Blockchain technology improves security
Attracted by its decentralised data structure that offers the highest data security and integrity standards, Blockchain technology is being increasingly adopted by pharma, a trend that will continue through 2023 and far beyond. The overriding concerns throughout the sector from drug discovery to drug distribution, include product quality, patient safety, and data integrity. Blockchain technology has the potential to enhance and streamline all of these and more.
One problem confronting the industry is drug counterfeiting, a considerable problem that puts patients’ lives at risk and has significant financial implications. Blockchain technology has the potential to safeguard every step in the supply chain and guarantee that the customer receives the correct product.
Blockchain also can enhance clinical research by safeguarding patient information, validating returned drugs, and confirming intellectual property claims regarding drug discovery. However, there are challenges, not least the lack of blockchain expertise within the industry. Therefore, the best approach could be partnerships with blockchain start-ups and consultancies.
Personalised medicine promises a bright future
Personalised medicine is seen as the way forward for pharma. This emerging healthcare practice is based on taking a patient’s genetic profile to guide disease prevention, diagnosis, and treatment. It is now increasingly replacing the traditional one-size fits all approach. Personalised medicine is set to transform healthcare in the future as its abilities to treat multiple, and life-threatening ailments are realised. The global personalised medicine market is expected to reach $717 billion by 2025 and $923 billion by 2030.
While personalised medicine is far from new, to an extent, it has been used in oncology for two decades or more for both chemotherapy and analgesia. However, recent molecular diagnostic technologies and AI and ML mean physicians can create optimum drug and treatment plans for their patients. While currently, physicians are likely to choose appropriate drug treatments from those available off the shelf, customised drugs may be explicitly created for the patient in the future. Using state-of-art molecular design tools, standard drug backbones will be modified to suit patients’ specific needs and genomics. The sustainability of such approaches within the pharma industry is yet to be tested, but by harnessing the power of data, many analysts believe it will happen and will be the future of modern medicine.
Innovation challenges abound across pharma – and the industry is currently in an excellent position to rise to them.
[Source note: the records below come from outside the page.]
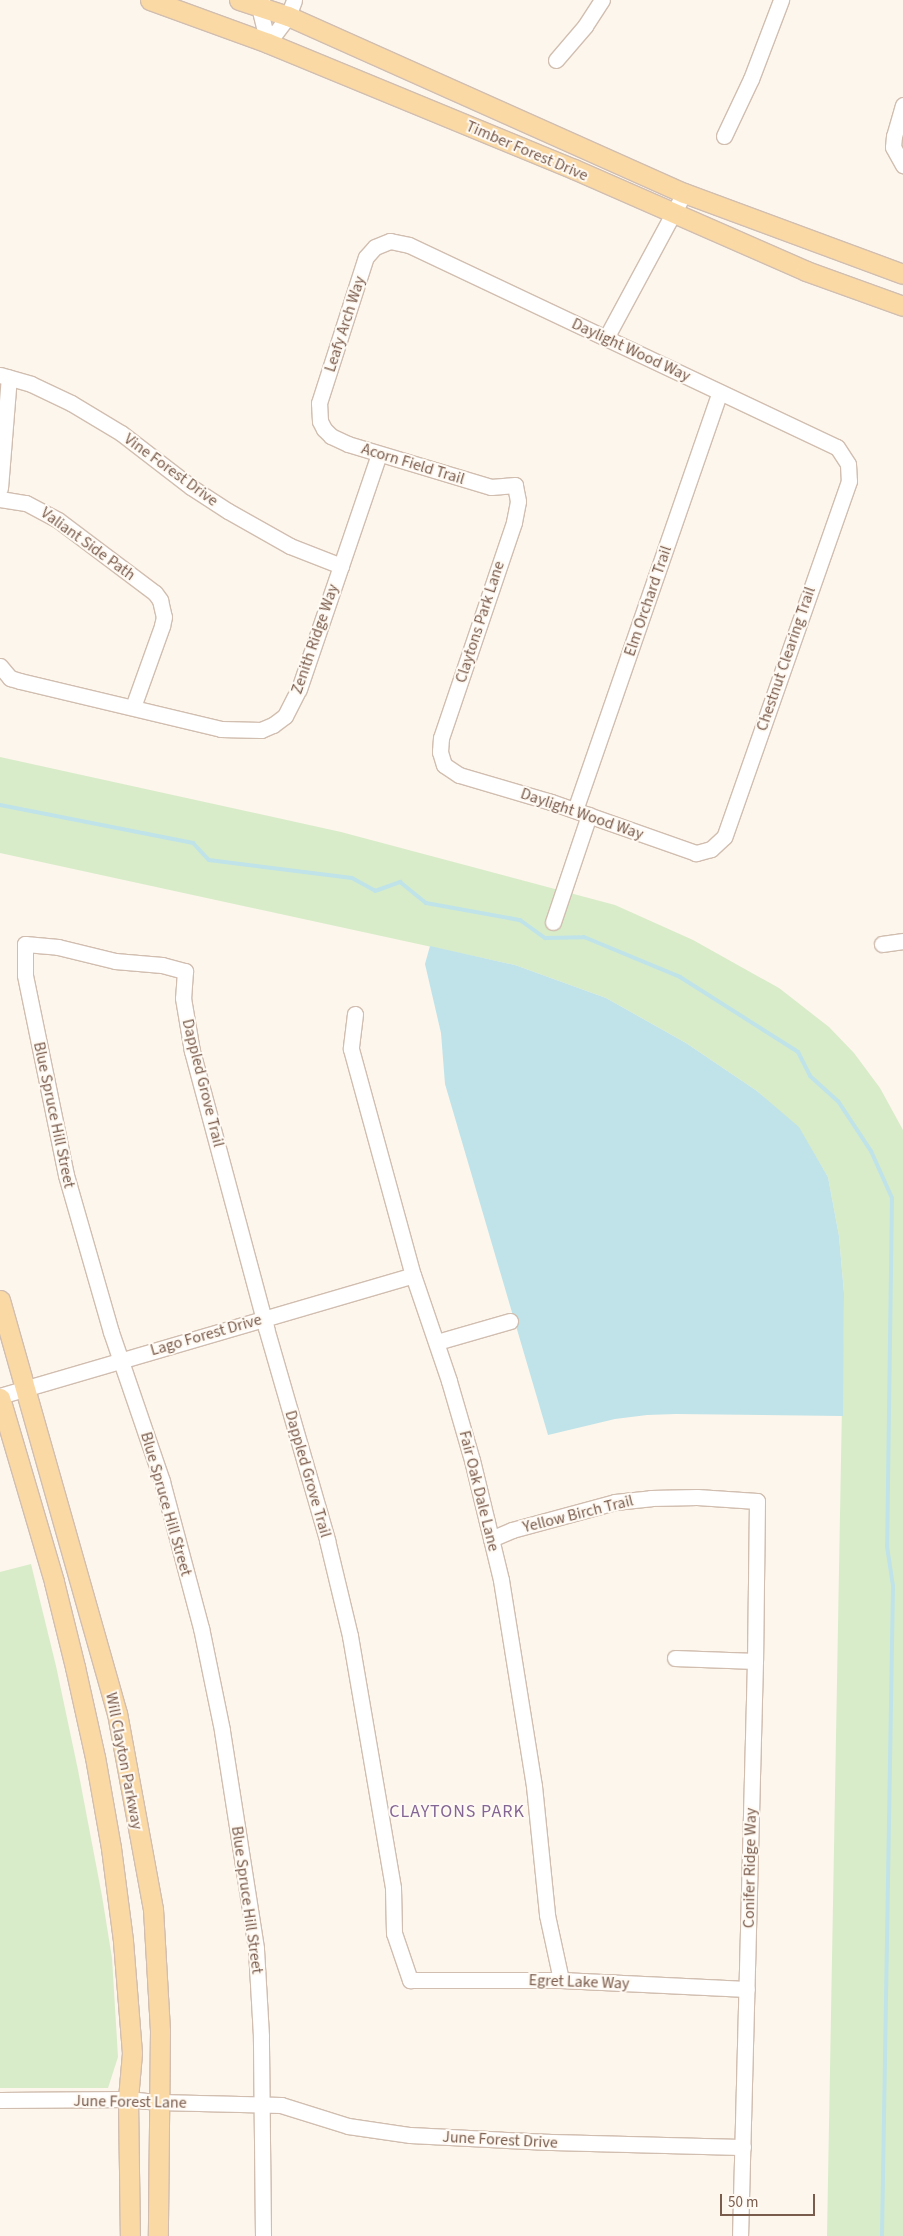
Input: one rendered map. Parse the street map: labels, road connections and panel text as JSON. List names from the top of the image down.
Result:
{
  "streets": {
    "main road": ["Timber Forest Drive", "Will Clayton Parkway"],
    "street": [
      "Leafy Arch Way",
      "Daylight Wood Way",
      "Acorn Field Trail",
      "Vine Forest Drive",
      "Valiant Side Path",
      "Elm Orchard Trail",
      "Claytons Park Lane",
      "Zenith Ridge Way",
      "Chestnut Clearing Trail",
      "Dappled Grove Trail",
      "Blue Spruce Hill Street",
      "Lago Forest Drive",
      "Fair Oak Dale Lane",
      "Yellow Birch Trail",
      "Conifer Ridge Way",
      "Egret Lake Way",
      "June Forest Lane",
      "June Forest Drive"
    ]
  },
  "crossings": [
    ["Leafy Arch Way", "Daylight Wood Way"],
    ["Leafy Arch Way", "Acorn Field Trail"],
    ["Daylight Wood Way", "Elm Orchard Trail"],
    ["Daylight Wood Way", "Claytons Park Lane"],
    ["Daylight Wood Way", "Chestnut Clearing Trail"],
    ["Acorn Field Trail", "Claytons Park Lane"],
    ["Acorn Field Trail", "Zenith Ridge Way"],
    ["Vine Forest Drive", "Zenith Ridge Way"],
    ["Valiant Side Path", "Zenith Ridge Way"],
    ["Dappled Grove Trail", "Blue Spruce Hill Street"],
    ["Dappled Grove Trail", "Lago Forest Drive"],
    ["Dappled Grove Trail", "Egret Lake Way"],
    ["Blue Spruce Hill Street", "Lago Forest Drive"],
    ["Blue Spruce Hill Street", "June Forest Lane"],
    ["Blue Spruce Hill Street", "June Forest Drive"],
    ["Lago Forest Drive", "Fair Oak Dale Lane"],
    ["Lago Forest Drive", "Will Clayton Parkway"],
    ["Fair Oak Dale Lane", "Yellow Birch Trail"],
    ["Fair Oak Dale Lane", "Egret Lake Way"],
    ["Yellow Birch Trail", "Conifer Ridge Way"],
    ["Will Clayton Parkway", "June Forest Lane"],
    ["Conifer Ridge Way", "Egret Lake Way"],
    ["Conifer Ridge Way", "June Forest Drive"],
    ["June Forest Lane", "June Forest Drive"]
  ],
  "districts": ["CLAYTONS PARK"],
  "scale_bar": "50 m"
}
With funds to spend on new talent, ideas and facilities, the sector is a talent magnet for high performers. In addition, the industry’s demand for AI and data science continues to grow rapidly. As a result, these technologies are now increasingly positioned at the core of most major pharmaceutical research and development areas.
It also makes sense for the industry to continue to pursue strategies involving big pharma and digital technology partnerships. Collaboration is the way forward that will give organisations a competitive edge. Digital health has become big business, and the sector will continue to expand as the industry moves forward to exploit personalised medicine’s full potential.